What, Then, of Best Practices?
What, then, of the “silver bullet”—the teaching method that works best regardless of setting? At this point I must consider the likelihood that there is no one best practice, even as my friends and I continue to write about the methods that we learned and built on through our studies and long relationship with Hillocks. For the right teacher in the right situation, we believe that these methods can produce some pretty powerful teaching; we still get enthusiastic responses when we present our ideas and materials, so something must be working. And yet the NCTE Annual Convention rooms are filled with sessions promoting other methods, so NCTE’s diverse constituents are seeing their instructional needs met in many different ways.
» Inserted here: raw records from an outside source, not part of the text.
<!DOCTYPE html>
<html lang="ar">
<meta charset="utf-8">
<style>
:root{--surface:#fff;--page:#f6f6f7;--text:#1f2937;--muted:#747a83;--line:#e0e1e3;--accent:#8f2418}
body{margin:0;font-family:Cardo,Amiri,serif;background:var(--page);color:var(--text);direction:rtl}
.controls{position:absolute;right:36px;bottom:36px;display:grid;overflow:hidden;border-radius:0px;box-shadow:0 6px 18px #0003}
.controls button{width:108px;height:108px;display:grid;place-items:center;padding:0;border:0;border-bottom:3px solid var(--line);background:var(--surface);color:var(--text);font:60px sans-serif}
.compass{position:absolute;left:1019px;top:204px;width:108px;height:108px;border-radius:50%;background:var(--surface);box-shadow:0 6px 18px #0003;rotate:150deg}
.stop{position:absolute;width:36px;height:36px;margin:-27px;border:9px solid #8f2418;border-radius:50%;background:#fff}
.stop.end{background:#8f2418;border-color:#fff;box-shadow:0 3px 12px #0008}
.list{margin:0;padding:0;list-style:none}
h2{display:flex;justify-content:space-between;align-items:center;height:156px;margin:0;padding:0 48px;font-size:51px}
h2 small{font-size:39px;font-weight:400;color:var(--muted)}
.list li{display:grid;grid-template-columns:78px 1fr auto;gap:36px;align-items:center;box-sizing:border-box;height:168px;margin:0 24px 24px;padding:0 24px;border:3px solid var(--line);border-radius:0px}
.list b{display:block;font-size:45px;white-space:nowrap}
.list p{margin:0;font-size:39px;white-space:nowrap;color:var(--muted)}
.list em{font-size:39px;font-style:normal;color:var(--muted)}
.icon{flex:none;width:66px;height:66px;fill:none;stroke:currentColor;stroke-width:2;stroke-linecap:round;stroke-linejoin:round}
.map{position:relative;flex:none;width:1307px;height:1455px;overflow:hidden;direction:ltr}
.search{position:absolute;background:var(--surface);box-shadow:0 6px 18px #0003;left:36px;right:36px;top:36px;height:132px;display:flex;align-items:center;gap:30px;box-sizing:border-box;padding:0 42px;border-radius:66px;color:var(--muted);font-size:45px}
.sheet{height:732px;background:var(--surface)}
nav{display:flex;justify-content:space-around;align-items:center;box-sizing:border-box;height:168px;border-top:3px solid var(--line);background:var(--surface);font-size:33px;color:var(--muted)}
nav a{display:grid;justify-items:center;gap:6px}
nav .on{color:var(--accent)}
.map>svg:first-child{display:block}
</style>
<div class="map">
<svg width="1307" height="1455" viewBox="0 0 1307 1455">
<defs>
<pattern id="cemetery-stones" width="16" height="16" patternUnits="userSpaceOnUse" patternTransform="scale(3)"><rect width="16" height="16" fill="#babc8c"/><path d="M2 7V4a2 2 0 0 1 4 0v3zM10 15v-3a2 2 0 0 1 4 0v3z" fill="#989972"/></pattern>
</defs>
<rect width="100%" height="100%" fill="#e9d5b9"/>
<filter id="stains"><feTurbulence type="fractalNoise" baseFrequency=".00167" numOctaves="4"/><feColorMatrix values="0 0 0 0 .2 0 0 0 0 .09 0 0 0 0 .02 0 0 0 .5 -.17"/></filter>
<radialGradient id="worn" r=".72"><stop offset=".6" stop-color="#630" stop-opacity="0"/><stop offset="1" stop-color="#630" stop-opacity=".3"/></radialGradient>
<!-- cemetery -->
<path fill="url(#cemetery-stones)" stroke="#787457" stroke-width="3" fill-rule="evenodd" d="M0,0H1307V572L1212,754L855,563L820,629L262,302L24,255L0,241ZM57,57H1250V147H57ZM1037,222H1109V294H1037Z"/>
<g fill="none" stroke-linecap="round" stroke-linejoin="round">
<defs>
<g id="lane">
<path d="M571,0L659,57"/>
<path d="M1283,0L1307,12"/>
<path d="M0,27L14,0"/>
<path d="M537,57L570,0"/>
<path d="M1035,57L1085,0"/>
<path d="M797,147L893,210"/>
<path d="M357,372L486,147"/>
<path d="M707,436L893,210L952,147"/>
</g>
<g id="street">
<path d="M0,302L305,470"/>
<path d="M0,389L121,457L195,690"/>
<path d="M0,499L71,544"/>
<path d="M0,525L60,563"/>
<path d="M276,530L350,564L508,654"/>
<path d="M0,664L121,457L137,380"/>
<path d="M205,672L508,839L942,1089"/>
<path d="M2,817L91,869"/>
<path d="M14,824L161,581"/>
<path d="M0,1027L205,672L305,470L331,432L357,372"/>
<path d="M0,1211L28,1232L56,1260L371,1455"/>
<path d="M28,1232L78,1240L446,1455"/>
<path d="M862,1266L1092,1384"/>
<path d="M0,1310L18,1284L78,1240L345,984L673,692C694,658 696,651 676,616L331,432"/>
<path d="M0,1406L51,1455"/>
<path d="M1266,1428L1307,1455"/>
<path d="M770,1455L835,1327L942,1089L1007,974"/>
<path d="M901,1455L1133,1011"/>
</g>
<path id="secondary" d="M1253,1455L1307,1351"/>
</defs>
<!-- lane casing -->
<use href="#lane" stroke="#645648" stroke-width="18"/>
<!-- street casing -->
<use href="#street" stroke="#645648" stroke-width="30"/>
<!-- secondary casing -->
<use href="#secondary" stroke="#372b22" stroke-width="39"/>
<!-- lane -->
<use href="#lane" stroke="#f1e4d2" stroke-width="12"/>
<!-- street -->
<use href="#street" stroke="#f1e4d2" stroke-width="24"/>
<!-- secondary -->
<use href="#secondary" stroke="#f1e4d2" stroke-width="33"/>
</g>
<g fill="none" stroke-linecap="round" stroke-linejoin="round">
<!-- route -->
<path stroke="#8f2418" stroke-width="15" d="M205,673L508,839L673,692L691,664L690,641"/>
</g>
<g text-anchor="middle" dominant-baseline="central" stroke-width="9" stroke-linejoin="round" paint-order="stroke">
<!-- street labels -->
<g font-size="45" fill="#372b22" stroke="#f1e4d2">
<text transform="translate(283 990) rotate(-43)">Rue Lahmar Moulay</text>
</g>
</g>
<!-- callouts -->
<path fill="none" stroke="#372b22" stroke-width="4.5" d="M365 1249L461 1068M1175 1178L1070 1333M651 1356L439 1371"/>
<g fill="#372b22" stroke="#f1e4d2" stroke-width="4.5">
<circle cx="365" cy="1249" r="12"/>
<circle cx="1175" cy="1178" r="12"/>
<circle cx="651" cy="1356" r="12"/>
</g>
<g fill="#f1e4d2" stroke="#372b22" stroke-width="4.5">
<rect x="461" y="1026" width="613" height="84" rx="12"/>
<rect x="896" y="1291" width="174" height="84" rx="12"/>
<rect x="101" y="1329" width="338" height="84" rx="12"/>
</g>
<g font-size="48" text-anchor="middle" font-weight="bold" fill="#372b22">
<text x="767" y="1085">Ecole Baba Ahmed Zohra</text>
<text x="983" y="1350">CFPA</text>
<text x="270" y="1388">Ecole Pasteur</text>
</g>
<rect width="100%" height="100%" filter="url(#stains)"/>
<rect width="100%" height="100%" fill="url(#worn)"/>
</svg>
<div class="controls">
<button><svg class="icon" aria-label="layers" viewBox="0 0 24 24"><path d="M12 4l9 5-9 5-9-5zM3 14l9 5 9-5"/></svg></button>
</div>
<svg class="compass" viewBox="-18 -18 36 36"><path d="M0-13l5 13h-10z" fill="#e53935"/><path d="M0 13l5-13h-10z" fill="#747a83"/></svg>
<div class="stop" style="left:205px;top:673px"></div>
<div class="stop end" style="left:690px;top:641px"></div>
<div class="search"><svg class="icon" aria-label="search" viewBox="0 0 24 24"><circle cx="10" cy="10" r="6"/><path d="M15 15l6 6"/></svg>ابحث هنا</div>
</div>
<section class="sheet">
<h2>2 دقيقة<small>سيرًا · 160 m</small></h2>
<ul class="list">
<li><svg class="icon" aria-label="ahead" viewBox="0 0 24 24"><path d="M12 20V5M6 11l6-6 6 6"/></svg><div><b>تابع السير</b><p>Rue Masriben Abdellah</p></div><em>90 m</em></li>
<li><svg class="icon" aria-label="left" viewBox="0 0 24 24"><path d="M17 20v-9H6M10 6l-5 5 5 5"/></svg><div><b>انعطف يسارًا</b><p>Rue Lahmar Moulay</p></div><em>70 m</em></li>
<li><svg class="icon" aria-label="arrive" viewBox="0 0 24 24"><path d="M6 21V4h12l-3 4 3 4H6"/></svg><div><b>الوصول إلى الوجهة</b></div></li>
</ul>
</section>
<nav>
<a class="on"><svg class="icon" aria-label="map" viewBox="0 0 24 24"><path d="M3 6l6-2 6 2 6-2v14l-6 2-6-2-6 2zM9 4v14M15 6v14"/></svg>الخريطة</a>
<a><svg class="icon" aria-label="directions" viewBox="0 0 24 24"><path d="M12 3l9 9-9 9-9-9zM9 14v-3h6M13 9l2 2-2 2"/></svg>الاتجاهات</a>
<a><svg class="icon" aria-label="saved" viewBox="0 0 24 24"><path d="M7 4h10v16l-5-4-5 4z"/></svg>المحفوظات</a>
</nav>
Even with this ecumenical approach, I don’t find a wide-open “to each his or her own” solution to be entirely satisfying. I’ve daydreamed through many a lecture in my day, and so I can’t agree that just because a teacher Cartier Replica is comfortable lecturing, it’s the right method for the setting (or, at least, a setting that includes me). I also can’t say that because a research study demonstrates something’s effectiveness, it’s automatically worth doing to the exclusion of all else, although it may be worth trying. Of course I was happy to know that Hillocks’s me-ta-analysis of experimental studies found the environmental or structured-process approach to be the most effective method of improving students’ writing. But rather than ending the discussion, his results produced a new wave of dispute, especially from those who found that the individualized, “natural process” methods that he questioned worked well in their classrooms.
Perhaps the current corollary to that dispute concerns the ways in which the federal No Child Left Behind Act has instituted research-based teaching methods as the “best practice” for improving reading test scores. And the research base upon which they draw is limited to only one method, the experimental design that uses statistical tests of significance to determine an experimental group’s degree of effectiveness. But many question the idea that reading scores are the best indicators of reading improvement, that reading “understanding” or “comprehension” is precisely definable or measurable in any way, that experimental designs are the best and only research method available to identify effective teaching practices, that scripted lessons designed to raise test scores comprise good teaching, or that good teachers would want to remain in a profession in which their good judgment is trumped by the imperative Omega Speedmaster Replica Watches to stick to the script that someone else has written to guide their teaching. I think that the splendid teaching narratives provided by Cynthia Ballenger, Karen Gallas, Karen Hale Hankins, Greg Michie, and many others reveal that quality teaching requires a greater sensitivity to students than any scripted lessons can afford.